Bad Policies Are Being Proposed by HHS Secretary Nominee Xavier Becerra
The WasteWatcher
The first clue that Joe Biden, the presumptive 46th President of the United States, was choosing someone he did not know well, California Attorney General Xavier Bercerra, as the nominee for secretary of the Department of Health and Human Services (HHS) was when he mispronounced his name as Bacheria and incorrectly named the agency he would direct by saying “Secretary of Health and Education Services.” He should know him because Mr. Becerra had served in the House from 1993 to 2017 and as AG since 2017, following Kamala Harris after she won her election to the Senate. Perhaps the former vice president was thinking of the old Department of Health, Education, and Welfare, which was changed to HHS when a separate Department of Education was created and signed into law by President Jimmy Carter in 1979. The President-elect was a senator at that time and had been since 1973.

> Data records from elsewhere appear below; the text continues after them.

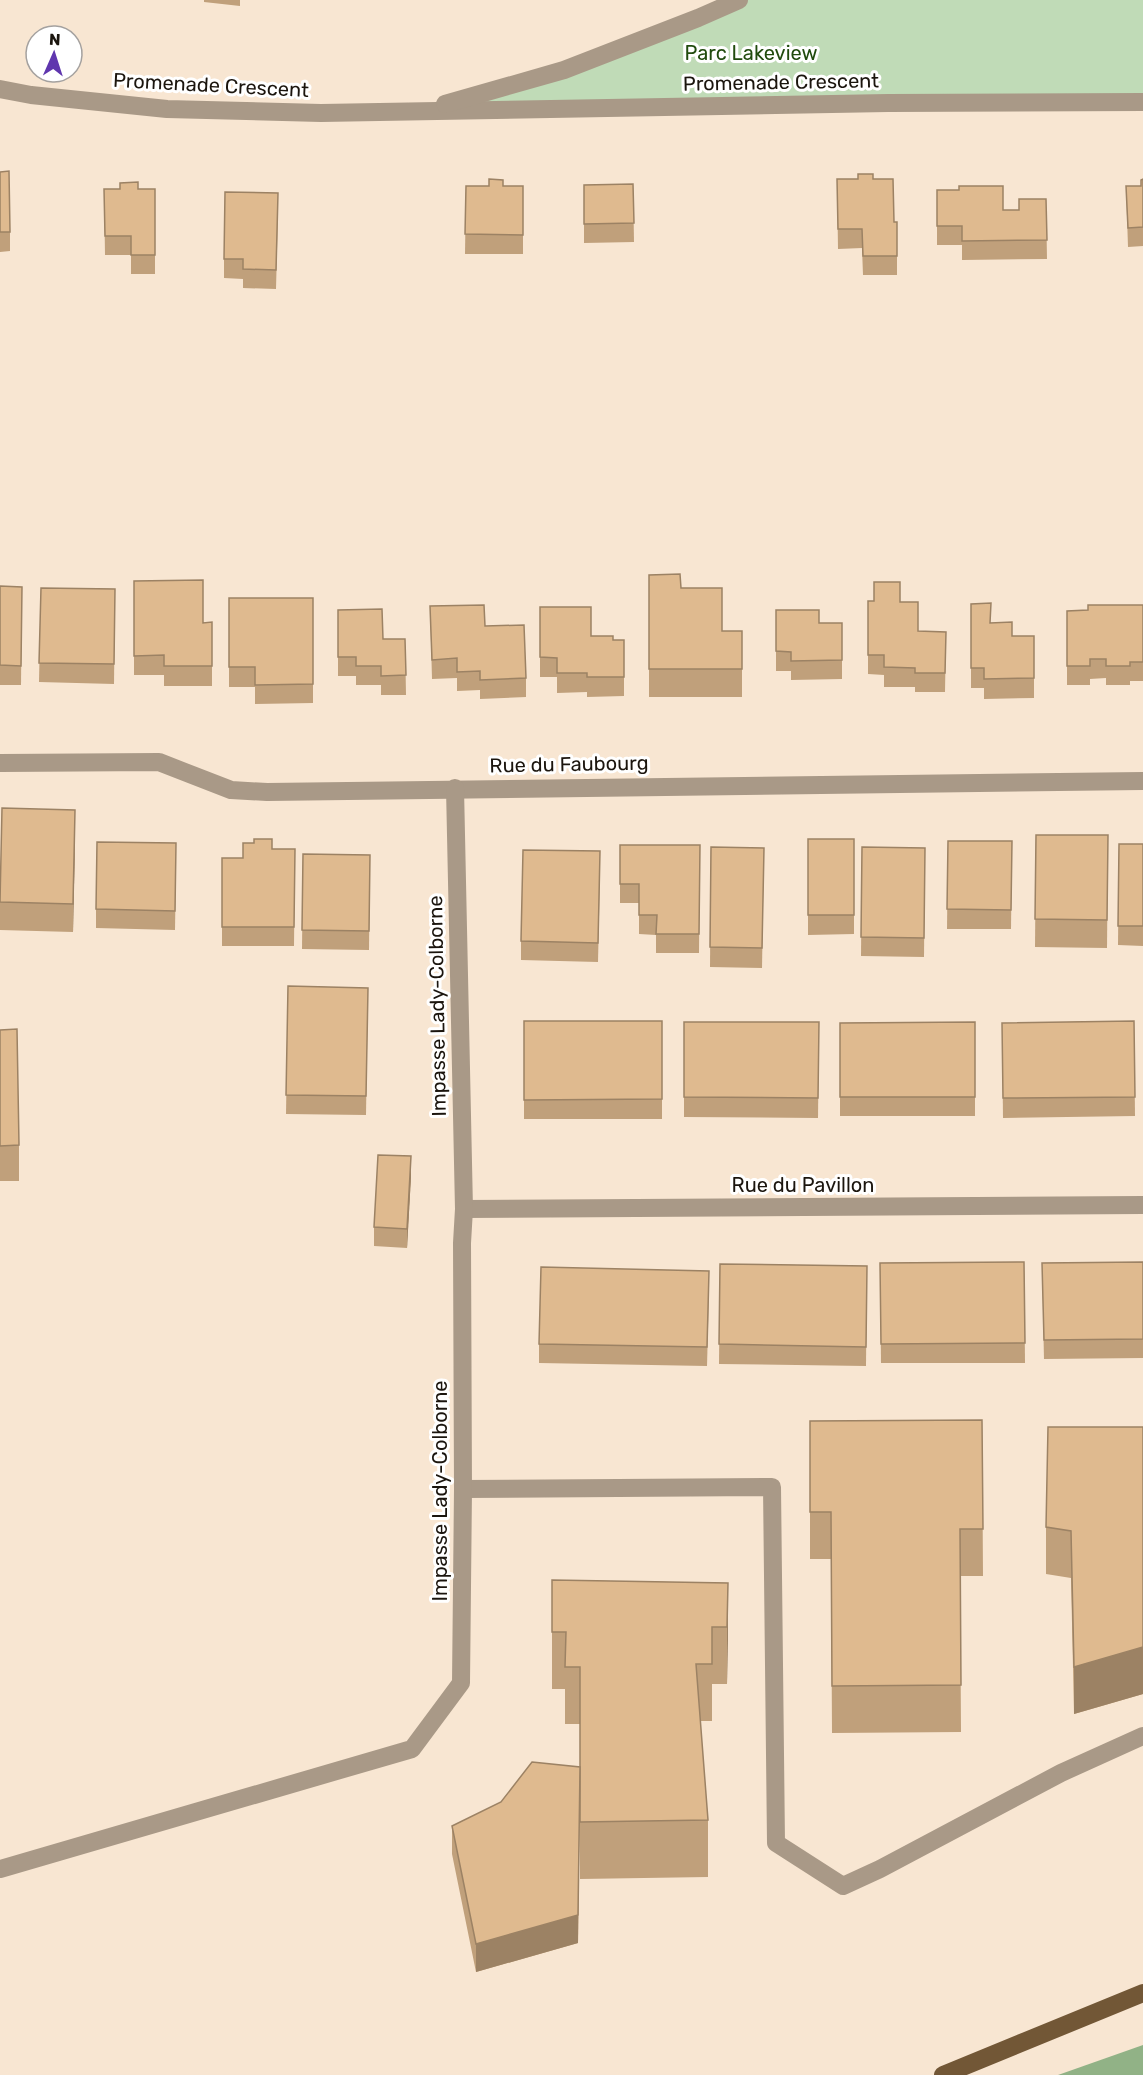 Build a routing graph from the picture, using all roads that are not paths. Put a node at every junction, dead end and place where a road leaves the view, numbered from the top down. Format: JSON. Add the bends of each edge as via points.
{"nodes":[{"id":1,"x":739,"y":0,"type":"edge"},
{"id":2,"x":0,"y":88,"type":"edge"},
{"id":3,"x":1143,"y":102,"type":"edge"},
{"id":4,"x":420,"y":111,"type":"junction"},
{"id":5,"x":0,"y":763,"type":"edge"},
{"id":6,"x":1143,"y":781,"type":"edge"},
{"id":7,"x":454,"y":788,"type":"junction"},
{"id":8,"x":1143,"y":1205,"type":"edge"},
{"id":9,"x":464,"y":1209,"type":"junction"},
{"id":10,"x":463,"y":1489,"type":"junction"},
{"id":11,"x":1143,"y":1736,"type":"edge"},
{"id":12,"x":0,"y":1869,"type":"edge"},
{"id":13,"x":1143,"y":1993,"type":"edge"},
{"id":14,"x":943,"y":2075,"type":"edge"}],
"edges":[{"from":1,"to":4,"type":"street","name":"Promenade Crescent","via":[[564,70]]},
{"from":2,"to":4,"type":"street","name":"Promenade Crescent","via":[[31,95],[167,109]]},
{"from":3,"to":4,"type":"street","name":"Promenade Crescent"},
{"from":5,"to":7,"type":"street","name":"Rue du Faubourg","via":[[159,762],[231,790],[267,792]]},
{"from":6,"to":7,"type":"street","name":"Rue du Faubourg"},
{"from":7,"to":9,"type":"street","name":"Impasse Lady-Colborne"},
{"from":8,"to":9,"type":"street","name":"Rue du Pavillon"},
{"from":9,"to":10,"type":"street","name":"Impasse Lady-Colborne"},
{"from":10,"to":11,"type":"street","via":[[772,1487],[776,1842],[843,1886],[1061,1773]]},
{"from":10,"to":12,"type":"street","name":"Impasse Lady-Colborne","via":[[461,1683],[412,1749]]},
{"from":13,"to":14,"type":"main road"}]} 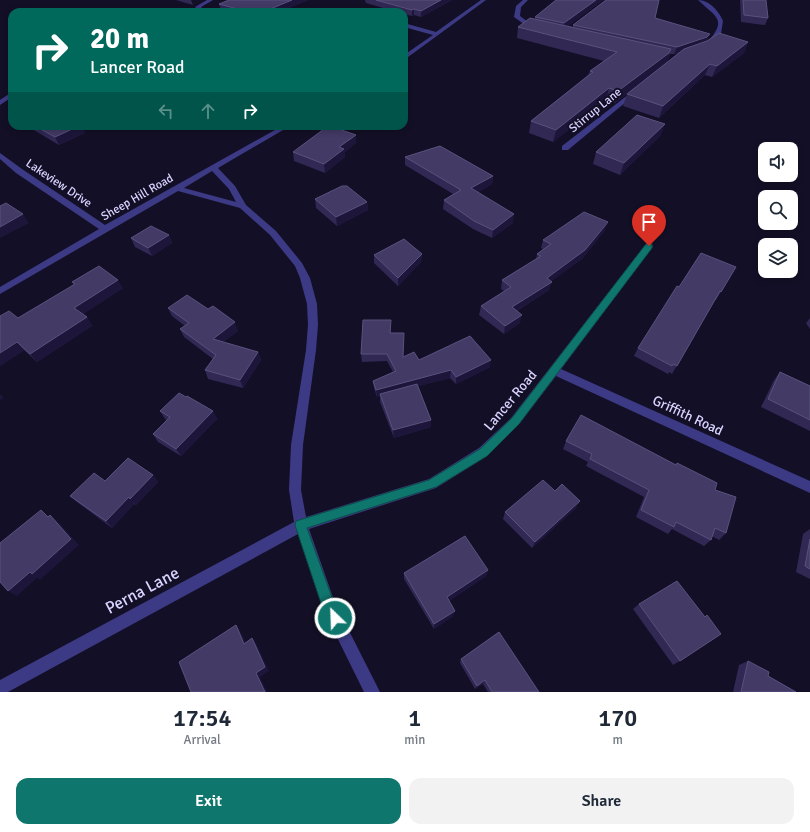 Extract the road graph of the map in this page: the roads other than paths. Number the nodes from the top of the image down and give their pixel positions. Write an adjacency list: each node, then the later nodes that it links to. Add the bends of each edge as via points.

AG Becerra is a controversial nominee. Republicans have roundly criticized him for his lack of healthcare experience (although other HHS secretaries have similarly lacked that background) and called him a radical choice, especially social conservatives, and a methodical partisan. As AG, he filed about 100 lawsuits against the Trump administration concerning a variety of issues from the Patient Protection and Affordable Care Act (ACA), or Obamacare, to climate change. A December 8, 2020 Kaiser Health News article noted, “although he would bring years of health politics and policy work to the role, none of it comes from front-line experience as an executive or administrator running public health programs, managing patient care or controlling the spread of disease.” Essentially, he could lead the way to overturn and undermine everything that was done to encourage the free market that drove down healthcare costs and helped patients by HHS under the Trump administration.
AG Becerra is certainly not a limited government advocate, earning a lifetime rating of 8 percent in the Council for Citizens Against Government Waste 2016 Congressional Ratings. In October 2017, he told “Fox News Sunday” that he would absolutely support Sen. Bernie Sanders’ “Medicare for All” legislation and had been supportive of such an idea “for the 24 years that I was in Congress.” Implementing Sen. Sanders’ plan would mean everyone would lose their private health insurance, something that President-elect Biden supposedly does not want, preferring a public option in the ACA, instead.
Current Centers for Medicare and Medicaid Administrator Seema Verma has been successful in making substantial changes to improve healthcare delivery and provide more choices in how the ACA operates by creatively using State Innovation Waivers. These waivers have helped states successfully implement reinsurance programs and as a result, the healthcare market in these states were stabilized, premiums went down, and those with preexisting conditions were protected. It would be a shame if as HHS secretary Mr. Becerra (or anyone else who serves in that capacity) withdrew these effective plans from the states.
According to the December 10 New York Times, Mr. Becerra could use the waivers to “reflect his long track record of supporting single-payer health care” and provide states the funding to do so without having to go through Congress. In other words, Medicare for All state by state.
One troubling article from the December 9 Inside Health Policy stated that Mr. Becerra could decide to use “march-in rights” to lower the costs of the COVID-19 treatment remdesivir, as well as other COVID-19 drugs and vaccines. The Trump administration did not use the march-in policy, but it is plausible that AG Becerra could. He led the charge with 33 other states attorneys general, demanding in an August 4, 2020 letter, that HHS use march-in rights under the Bayh-Dole Act to take Gilead’s remdesivir patent should they not be able to produce enough of the drug and license the patent to a third party to manufacturer.
CAGW opposes march-in rights and discussed the reasons why in an August 4 WasteWatcher, days after HHS told AG Becerra and the 33 other states “no” to their demands. The Bayh-Dole Act was signed into law in 1990 to encourage government-funded research to be developed and marketed. At the time only 5 percent of this research was being successfully commercialized and thus it could be legitimately called a waste of federal tax dollars. Bayh-Dole law allows the ownership of an invention that has used government funds to be awarded to the inventor and march-in rights can only be used if the titleholder has not taken action to commercialize the invention. In other words, it is a precise, limited remedy. Indeed, it has never been used since the law was enacted.
It is true that taxpayers have contributed millions of dollars under Operation Warp Speed (OWS) to expedite the research and development of the COVID-19 vaccines and medicines that are coming to fruition today and will soon be distributed to millions of Americans and citizens around the world. It was an exceptional action during an unprecedented pandemic.
There are varying contracts with the companies involved in OWS. Some allow march-in rights in different instances, like if the company cannot make enough of the medication to meet supply. But the pharmaceutical companies, which pay taxes too, have also contributed millions of dollars at enormous risk to produce them. If AG Becerra or any other future HHS secretary decides to use march-in rights and take control of a pharmaceutical company’s patent, there will be fewer private research entities or manufacturers that will take the risk to commercialize any invention that was funded with government funds and as a result the American people will be deprived of valuable, and in many cases, life-saving products.